I have a static_loop
construct like this
template <std::size_t n, typename F> void static_loop(F&& f) {
static_assert(n <= 8 && "static loop size should <= 8");
if constexpr (n >= 8)
f(std::integral_constant<size_t, n - 8>());
if constexpr (n >= 7)
f(std::integral_constant<size_t, n - 7>());
if constexpr (n >= 6)
f(std::integral_constant<size_t, n - 6>());
if constexpr (n >= 5)
f(std::integral_constant<size_t, n - 5>());
if constexpr (n >= 4)
f(std::integral_constant<size_t, n - 4>());
if constexpr (n >= 3)
f(std::integral_constant<size_t, n - 3>());
if constexpr (n >= 2)
f(std::integral_constant<size_t, n - 2>());
if constexpr (n >= 1)
f(std::integral_constant<size_t, n - 1>());
}
template <typename T> constexpr size_t tupleSize(T) { return tuple_size_v<T>; }
struct A {
int a;
int b;
void run() {
auto ab = std::make_tuple(std::ref(a), std::ref(b));
static_loop<tupleSize(ab)>([&](auto i) { std::get<i>(ab) = i; });
std::cout << a << " " << b << std::endl;
}
};
However, it fails to iterate over a tuple as listed above.
live godbolt example
Suggestion: try with
// .........VVVVVVVVVVVVVVVVVVVVVVVVVVVVVVV
static_loop<std::tuple_size_v<decltype(ab)>>([&](auto i) { std::get<i>(ab) = i; });
I mean... you can't use ab
(as value), in a constant expression, because ab
isn't defined constexpr
.
And you can't define it constexpr
because it's initialized using std::ref()
that isn't constexpr
.
But you're not interested in ab
as value to get the size of its type; you're interested only in ab
type; so you can pass through decltype(ab)
.
-- EDIT --
Off Topic suggestion.
Instead of static_loop()
, you can use the classic way based on std::index_sequence
(and template folding, available starting from C++17).

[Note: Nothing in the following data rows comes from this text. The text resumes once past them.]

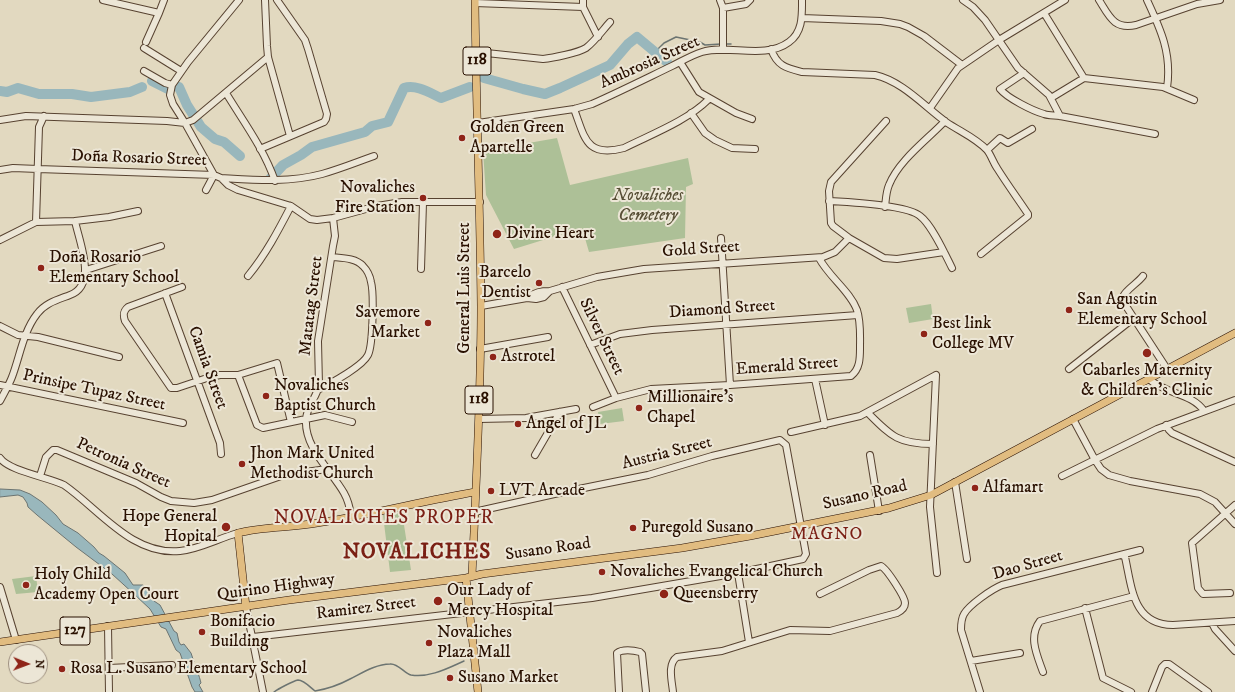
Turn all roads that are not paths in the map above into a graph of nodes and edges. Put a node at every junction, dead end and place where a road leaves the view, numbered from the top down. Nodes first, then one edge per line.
1 (103, 0) edge
2 (164, 0) edge
3 (239, 0) edge
4 (265, 0) edge
5 (277, 0) edge
6 (583, 0) edge
7 (720, 0) edge
8 (750, 0) edge
9 (802, 0) edge
10 (965, 0) edge
11 (1065, 0) edge
12 (1099, 0) edge
13 (1147, 0) edge
14 (1220, 0) edge
15 (475, 2) edge
16 (583, 7) junction
17 (723, 8) junction
18 (160, 13) junction
19 (1044, 13) junction
20 (802, 18) junction
21 (1155, 18) junction
22 (610, 22) dead end
23 (598, 37) junction
24 (999, 40) junction
25 (723, 48) junction
26 (771, 49) junction
27 (477, 52) junction
28 (268, 57) junction
29 (680, 62) junction
30 (962, 65) junction
31 (144, 71) dead end
32 (181, 71) junction
33 (1024, 73) junction
34 (1084, 78) junction
35 (172, 85) junction
36 (1167, 88) junction
37 (226, 93) junction
38 (709, 98) junction
39 (1051, 98) junction
40 (1194, 100) dead end
41 (930, 108) junction
42 (574, 109) junction
43 (691, 113) junction
44 (44, 116) junction
45 (1060, 116) junction
46 (752, 118) dead end
47 (0, 120) edge
48 (886, 121) dead end
49 (945, 121) junction
50 (478, 123) junction
51 (185, 124) junction
52 (1032, 129) dead end
53 (1155, 134) dead end
54 (290, 136) junction
55 (260, 149) junction
56 (755, 149) dead end
57 (987, 150) junction
58 (374, 156) dead end
59 (38, 169) junction
60 (0, 170) edge
61 (214, 175) junction
62 (221, 178) junction
63 (275, 181) junction
64 (206, 190) dead end
65 (830, 201) junction
66 (480, 202) junction
67 (423, 203) junction
68 (291, 206) junction
69 (885, 207) junction
70 (138, 211) dead end
71 (333, 218) junction
72 (75, 221) junction
73 (36, 222) junction
74 (722, 238) dead end
75 (848, 238) junction
76 (0, 240) edge
77 (161, 246) dead end
78 (944, 252) junction
79 (981, 254) dead end
80 (332, 256) junction
81 (819, 258) junction
82 (723, 263) junction
83 (952, 268) dead end
84 (421, 269) dead end
85 (86, 270) junction
86 (248, 276) dead end
87 (1142, 276) dead end
88 (182, 287) dead end
89 (562, 288) junction
90 (165, 293) junction
91 (481, 306) junction
92 (858, 315) junction
93 (1134, 318) junction
94 (727, 324) junction
95 (0, 326) edge
96 (1235, 333) edge
97 (26, 336) junction
98 (548, 337) dead end
99 (590, 344) junction
100 (480, 349) junction
101 (119, 357) dead end
102 (1069, 369) dead end
103 (1167, 369) junction
104 (238, 375) junction
105 (815, 379) junction
106 (1149, 379) junction
107 (197, 381) junction
108 (0, 385) edge
109 (730, 385) junction
110 (7, 386) junction
111 (318, 390) junction
112 (616, 398) junction
113 (1235, 400) edge
114 (0, 401) edge
115 (593, 407) dead end
116 (576, 409) dead end
117 (1204, 411) junction
118 (560, 412) junction
119 (868, 413) junction
120 (306, 418) junction
121 (479, 419) junction
122 (1073, 419) junction
123 (291, 422) junction
124 (352, 422) dead end
125 (183, 423) dead end
126 (825, 425) junction
127 (1166, 425) junction
128 (791, 432) dead end
129 (933, 444) junction
130 (221, 454) dead end
131 (535, 455) dead end
132 (870, 455) dead end
133 (0, 458) edge
134 (1094, 460) junction
135 (1235, 462) edge
136 (327, 469) junction
137 (40, 476) junction
138 (1062, 476) dead end
139 (955, 482) junction
140 (475, 492) junction
141 (931, 494) junction
142 (1235, 505) edge
143 (879, 510) junction
144 (474, 512) junction
145 (1226, 513) junction
146 (352, 516) junction
147 (1235, 524) edge
148 (801, 525) junction
149 (238, 533) junction
150 (1140, 550) dead end
151 (1122, 555) junction
152 (967, 559) dead end
153 (738, 573) junction
154 (937, 573) dead end
155 (469, 577) junction
156 (0, 587) edge
157 (1230, 593) dead end
158 (820, 594) dead end
159 (1134, 596) junction
160 (246, 607) junction
161 (1085, 608) junction
162 (469, 612) junction
163 (1235, 621) edge
164 (1212, 623) junction
165 (108, 626) junction
166 (252, 637) junction
167 (16, 640) junction
168 (0, 642) edge
169 (749, 642) junction
170 (1235, 651) edge
171 (1020, 653) dead end
172 (971, 660) junction
173 (172, 665) dead end
174 (109, 668) junction
175 (1043, 672) dead end
176 (109, 692) edge
177 (263, 692) edge
178 (478, 692) edge
179 (620, 692) edge
180 (646, 692) edge
181 (673, 692) edge
182 (980, 692) edge
183 (1131, 692) edge
184 (1152, 692) edge
185 (1208, 692) edge

1 - 18 street
2 - 18 street
3 - 32 street
4 - 28 street
5 - 54 street
6 - 16 street
7 - 17 street
8 - 17 street
9 - 20 street, Ambrosia Street
10 - 24 street
11 - 19 street
12 - 21 street
13 - 21 street
14 - 21 street
15 - 16 street
15 - 27 main road, General Luis Street / 118
16 - 23 street
17 - 25 street
18 - 32 street
19 - 24 street
19 - 34 street
20 - 26 street, Ambrosia Street
20 - 30 street
21 - 36 street
22 - 23 street
23 - 27 street
24 - 30 street
24 - 33 street
25 - 26 street, Ambrosia Street
25 - 29 street, Ambrosia Street
26 - 41 street
27 - 50 main road, General Luis Street / 118
28 - 37 street
28 - 54 street
29 - 38 street
29 - 42 street, Ambrosia Street
30 - 41 street
31 - 35 street
32 - 35 street
33 - 39 street
33 - 45 street
34 - 36 street
34 - 39 street
35 - 51 street
36 - 40 street
37 - 51 street
37 - 55 street
38 - 43 street
38 - 46 street
39 - 45 street
41 - 49 street
42 - 43 street
42 - 50 street, Ambrosia Street
43 - 56 street
44 - 47 street
44 - 51 street
44 - 59 street
45 - 53 street
48 - 65 street
49 - 57 street
49 - 69 street
50 - 66 main road, General Luis Street / 118
51 - 61 street
52 - 57 street
54 - 55 street
55 - 63 street
57 - 79 street
58 - 63 street
59 - 60 street, Doña Rosario Street
59 - 61 street, Doña Rosario Street
59 - 73 street
61 - 62 street, Doña Rosario Street
61 - 64 street
62 - 63 street
62 - 68 street, Doña Rosario Street
65 - 69 street
65 - 75 street
66 - 67 street, Doña Rosario Street
66 - 91 main road, General Luis Street / 118
67 - 71 street, Doña Rosario Street
67 - 84 street
68 - 71 street, Doña Rosario Street
68 - 86 street
69 - 78 street
70 - 72 street
71 - 80 street, Matatag Street
72 - 73 street
72 - 85 street
73 - 76 street
74 - 82 street
75 - 78 street
75 - 81 street, Gold Street
77 - 85 street
78 - 83 street
80 - 111 street, Matatag Street
80 - 111 street
81 - 82 street, Gold Street
81 - 92 street, Emerald Street
82 - 89 street, Gold Street
82 - 94 street
85 - 97 street
87 - 93 street
88 - 90 street
89 - 91 street, Gold Street
89 - 99 street, Silver Street
90 - 107 street, Camia Street
90 - 107 street
91 - 100 main road, General Luis Street / 118
92 - 94 street, Diamond Street
92 - 105 street, Emerald Street
93 - 102 street
93 - 103 street
94 - 99 street, Diamond Street
94 - 109 street
95 - 97 street
96 - 103 main road, Susano Road
97 - 101 street
97 - 110 street
98 - 100 street
99 - 112 street, Silver Street
100 - 121 main road, General Luis Street / 118
103 - 106 main road, Susano Road
104 - 107 street
104 - 123 street
104 - 123 street
105 - 109 street, Emerald Street
105 - 126 street
106 - 117 street
106 - 122 main road, Susano Road
107 - 130 street, Camia Street
108 - 110 street, Prinsipe Tupaz Street
109 - 112 street, Emerald Street
110 - 114 street
110 - 125 street, Prinsipe Tupaz Street
111 - 120 street, Matatag Street
112 - 115 street, Emerald Street
113 - 117 street
116 - 118 street
117 - 127 street
118 - 121 street
118 - 131 street
119 - 126 street
119 - 129 street
119 - 129 street
120 - 123 street
120 - 124 street
120 - 136 street
121 - 140 main road, General Luis Street / 118
122 - 134 street
122 - 139 main road, Susano Road
126 - 128 street
127 - 134 street
127 - 135 street
129 - 141 street
132 - 143 street
133 - 137 street
134 - 138 street
134 - 145 street
136 - 137 street, Petronia Street
136 - 146 street
137 - 149 street
139 - 141 main road, Susano Road
139 - 152 street
140 - 144 main road, General Luis Street / 118
140 - 146 main road
141 - 143 main road, Susano Road
141 - 154 street
142 - 145 street
143 - 148 main road, Susano Road
144 - 148 street, Austria Street
144 - 155 main road, General Luis Street / 118
145 - 147 street
145 - 157 street
146 - 149 main road
148 - 153 street, Ramirez Street
148 - 155 main road, Susano Road
149 - 160 main road
150 - 151 street, Dao Street
151 - 159 street
151 - 172 street, Dao Street
153 - 162 street, Ramirez Street
153 - 169 street
155 - 160 main road, Quirino Highway / 127
155 - 162 main road
156 - 167 street
158 - 169 street
159 - 161 street
159 - 164 street
160 - 165 main road, Quirino Highway / 127
160 - 166 street
161 - 175 street
161 - 183 street
162 - 166 street, Ramirez Street
162 - 178 main road
163 - 164 street
164 - 170 street
165 - 167 main road, Quirino Highway / 127
165 - 174 street
166 - 177 street
167 - 168 main road, Quirino Highway / 127
169 - 181 street
171 - 172 street
172 - 182 street, Dao Street
173 - 174 street
174 - 176 street
179 - 180 street
184 - 185 street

I mean... if you define a run_1()
function (with run_1_helper()
helper) as follows
template <typename F, typename ... Ts, std::size_t ... Is>
void run_1_helper (F const & f, std::tuple<Ts...> & t, std::index_sequence<Is...> const)
{ (f(std::get<Is>(t), Is), ...); }
template <typename F, typename ... Ts>
void run_1 (F const & f, std::tuple<Ts...> & t)

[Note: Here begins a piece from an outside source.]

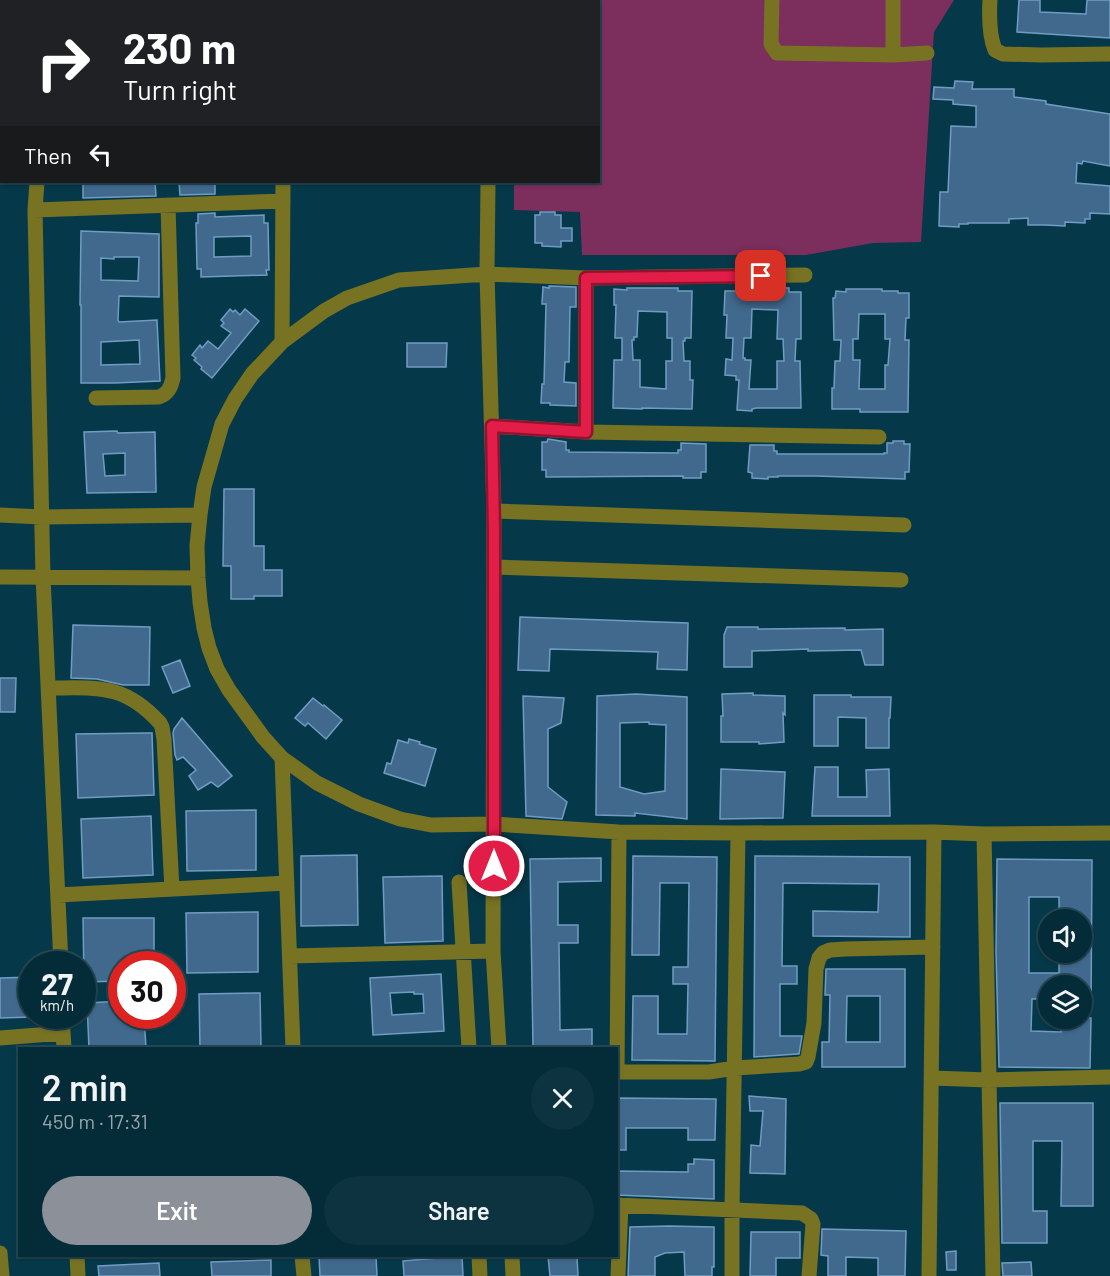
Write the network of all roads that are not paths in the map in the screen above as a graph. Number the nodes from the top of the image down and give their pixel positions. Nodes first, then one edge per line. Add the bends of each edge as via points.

{ run_1_helper(f, t, std::index_sequence_for<Ts...>{}); }
you can write A
as follows
struct A {
int a;
int b;
void run() {
auto ab = std::make_tuple(std::ref(a), std::ref(b));
run_1([](auto & v, auto i){ v = i; }, ab);
std::cout << a << " " << b << std::endl;
}
};
Or, maybe better, simply using std::apply()
, as follows
struct A {
int a;
int b;
void run() {
auto ab = std::make_tuple(std::ref(a), std::ref(b));
int i { -1 };
std::apply([&](auto & ... vs){ ((vs = ++i), ...); }, ab);
std::cout << a << " " << b << std::endl;
}
};
Change
template <typename T>
constexpr size_t tupleSize(T) { return tuple_size_v<T>; }
to:
template <typename T>
constexpr size_t tupleSize(T const&) { return tuple_size_v<T>; }
That is, take the argument by reference to const, not by value. As-is, you're trying to copy a non-constexpr tuple in a constant expression - that can't work. By reference is fine since you're not actually reading the tuple.